15.   The judge cited the mother's excessive focus on, and exaggeration of, minor physical symptoms, which led to intrusive and unnecessary medical attention, attendance issues at school, and causing Willamina to view herself as “sick.”   The mother's challenge to the finding on attendance issues seeks to focus solely on absences (of which there were four during Willamina's first semester in kindergarten) to the exclusion of tardiness (of which there were twenty-three).

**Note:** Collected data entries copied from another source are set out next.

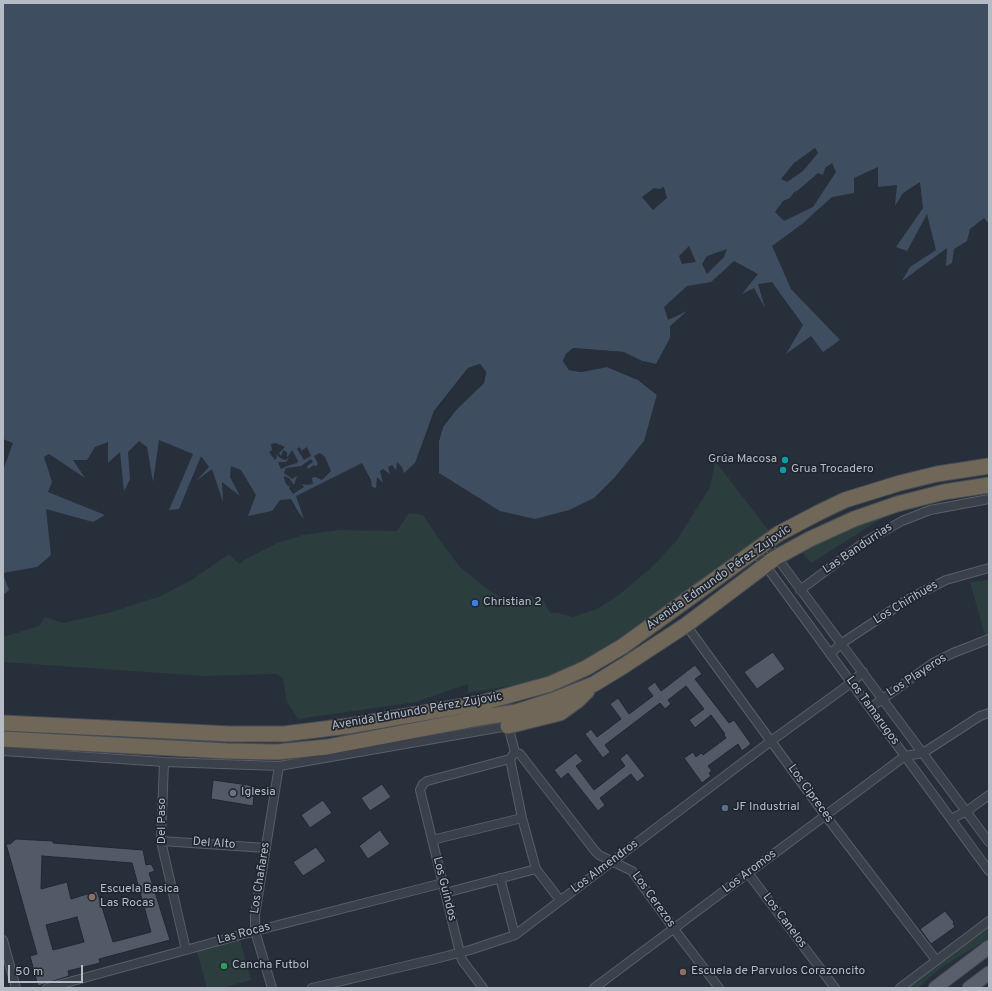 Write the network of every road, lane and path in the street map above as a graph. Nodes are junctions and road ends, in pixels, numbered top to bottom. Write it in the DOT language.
graph roads {
  1 [pos="989,466"];
  2 [pos="989,485"];
  3 [pos="989,499"];
  4 [pos="760,547"];
  5 [pos="770,561"];
  6 [pos="989,568"];
  7 [pos="800,590"];
  8 [pos="686,625"];
  9 [pos="989,639"];
  10 [pos="842,643"];
  11 [pos="830,654"];
  12 [pos="863,672"];
  13 [pos="851,683"];
  14 [pos="594,684"];
  15 [pos="883,699"];
  16 [pos="870,708"];
  17 [pos="989,713"];
  18 [pos="3,723"];
  19 [pos="508,726"];
  20 [pos="284,734"];
  21 [pos="3,739"];
  22 [pos="771,741"];
  23 [pos="3,751"];
  24 [pos="227,751"];
  25 [pos="923,753"];
  26 [pos="512,755"];
  27 [pos="905,756"];
  28 [pos="164,762"];
  29 [pos="280,766"];
  30 [pos="989,795"];
  31 [pos="967,811"];
  32 [pos="825,815"];
  33 [pos="522,818"];
  34 [pos="951,819"];
  35 [pos="432,840"];
  36 [pos="161,841"];
  37 [pos="989,842"];
  38 [pos="266,848"];
  39 [pos="613,862"];
  40 [pos="536,869"];
  41 [pos="989,871"];
  42 [pos="748,873"];
  43 [pos="500,878"];
  44 [pos="443,883"];
  45 [pos="445,893"];
  46 [pos="560,900"];
  47 [pos="989,922"];
  48 [pos="674,929"];
  49 [pos="255,930"];
  50 [pos="515,935"];
  51 [pos="3,940"];
  52 [pos="989,947"];
  53 [pos="186,950"];
  54 [pos="460,953"];
  55 [pos="936,960"];
  56 [pos="989,973"];
  57 [pos="598,987"];
  58 [pos="16,988"];
  59 [pos="47,988"];
  60 [pos="272,988"];
  61 [pos="312,988"];
  62 [pos="483,988"];
  63 [pos="719,988"];
  64 [pos="834,988"];
  65 [pos="900,988"];
  66 [pos="934,988"];
  67 [pos="968,988"];
  1 -- 4 [label="highway, Avenida Edmundo Pérez Zujovic"];
  2 -- 5 [label="highway, Avenida Edmundo Pérez Zujovic"];
  3 -- 7 [label="street, Las Bandurrias"];
  4 -- 5 [label="street, Los Tamarugos"];
  4 -- 5 [label="street, Los Tamarugos"];
  4 -- 20 [label="highway, Avenida Edmundo Pérez Zujovic"];
  5 -- 7 [label="street, Los Tamarugos"];
  5 -- 8 [label="highway, Avenida Edmundo Pérez Zujovic"];
  5 -- 11 [label="street, Los Tamarugos"];
  6 -- 10 [label="street, Los Chirihues"];
  7 -- 10 [label="street, Los Tamarugos"];
  8 -- 14 [label="highway, Avenida Edmundo Pérez Zujovic"];
  8 -- 22 [label="street, Los Cipreces"];
  9 -- 15 [label="street, Los Playeros"];
  10 -- 11 [label="street, Los Chirihues"];
  10 -- 12 [label="street, Los Tamarugos"];
  11 -- 13 [label="street, Los Tamarugos"];
  12 -- 13 [label="street, Los Almendros"];
  12 -- 15 [label="street, Los Tamarugos"];
  13 -- 16 [label="street, Los Tamarugos"];
  13 -- 22 [label="street, Los Almendros"];
  14 -- 19 [label="highway"];
  14 -- 24 [label="highway, Avenida Edmundo Pérez Zujovic"];
  15 -- 16 [label="street, Los Playeros"];
  15 -- 25 [label="street, Los Tamarugos"];
  16 -- 27 [label="street, Los Tamarugos"];
  17 -- 25 [label="street"];
  18 -- 20 [label="highway, Avenida Edmundo Pérez Zujovic"];
  19 -- 26 [label="street"];
  19 -- 29 [label="street"];
  20 -- 24 [label="highway"];
  21 -- 24 [label="highway, Avenida Edmundo Pérez Zujovic"];
  22 -- 32 [label="street, Los Cipreces"];
  22 -- 39 [label="street, Los Almendros"];
  23 -- 28 [label="street"];
  25 -- 27 [label="street"];
  25 -- 31 [label="street, Los Tamarugos"];
  26 -- 33 [label="street"];
  26 -- 35 [label="street, Los Guindos"];
  26 -- 39 [label="street, Los Cerezos"];
  27 -- 32 [label="street, Los Aromos"];
  27 -- 34 [label="street, Los Tamarugos"];
  28 -- 29 [label="street"];
  28 -- 36 [label="street, Del Paso"];
  29 -- 38 [label="street, Los Chañares"];
  30 -- 31 [label="street"];
  31 -- 34 [label="street"];
  31 -- 37 [label="street, Los Tamarugos"];
  32 -- 42 [label="street, Los Aromos"];
  32 -- 55 [label="street, Los Cipreces"];
  33 -- 35 [label="street"];
  33 -- 40 [label="street"];
  34 -- 41 [label="street, Los Tamarugos"];
  35 -- 44 [label="street, Los Guindos"];
  36 -- 38 [label="street, Del Alto"];
  36 -- 53 [label="street, Del Paso"];
  38 -- 49 [label="street, Los Chañares"];
  39 -- 46 [label="street, Los Almendros"];
  39 -- 48 [label="street, Los Cerezos"];
  40 -- 43 [label="street"];
  40 -- 46 [label="street"];
  42 -- 48 [label="street, Los Aromos"];
  42 -- 64 [label="street, Los Canelos"];
  43 -- 45 [label="street"];
  43 -- 50 [label="street"];
  44 -- 45 [label="street, Los Guindos"];
  44 -- 49 [label="street, Las Rocas"];
  45 -- 54 [label="street, Los Guindos"];
  46 -- 50 [label="street, Los Almendros"];
  47 -- 55 [label="street"];
  48 -- 57 [label="street, Los Aromos"];
  48 -- 63 [label="street, Los Cerezos"];
  49 -- 53 [label="street, Las Rocas"];
  49 -- 60 [label="street, Los Chañares"];
  50 -- 54 [label="street, Los Almendros"];
  51 -- 58 [label="street"];
  52 -- 66 [label="main road"];
  53 -- 59 [label="street, Las Rocas"];
  54 -- 61 [label="street, Los Almendros"];
  54 -- 62 [label="street, Los Guindos"];
  55 -- 65 [label="street"];
  56 -- 67 [label="main road"];
}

16.   We accordingly do not consider the mother's contention that we should strike Ayoub's testimony, on the ground that the FDP diagnosis is unreliable, or that it constitutes impermissible profiling.   The diagnostic testimony against which we cautioned placing undue reliance in Adoption of Keefe, 49 Mass.App.Ct. 818, 824, 733 N.E.2d 1075 (2000), was admitted over the mother's objection at trial in that case, see id. at 819, 733 N.E.2d 1075, and in any event, that testimony did not cause us to set aside the judge's finding of unfitness which (as in the present case) found independent support in the mother's underlying behavior.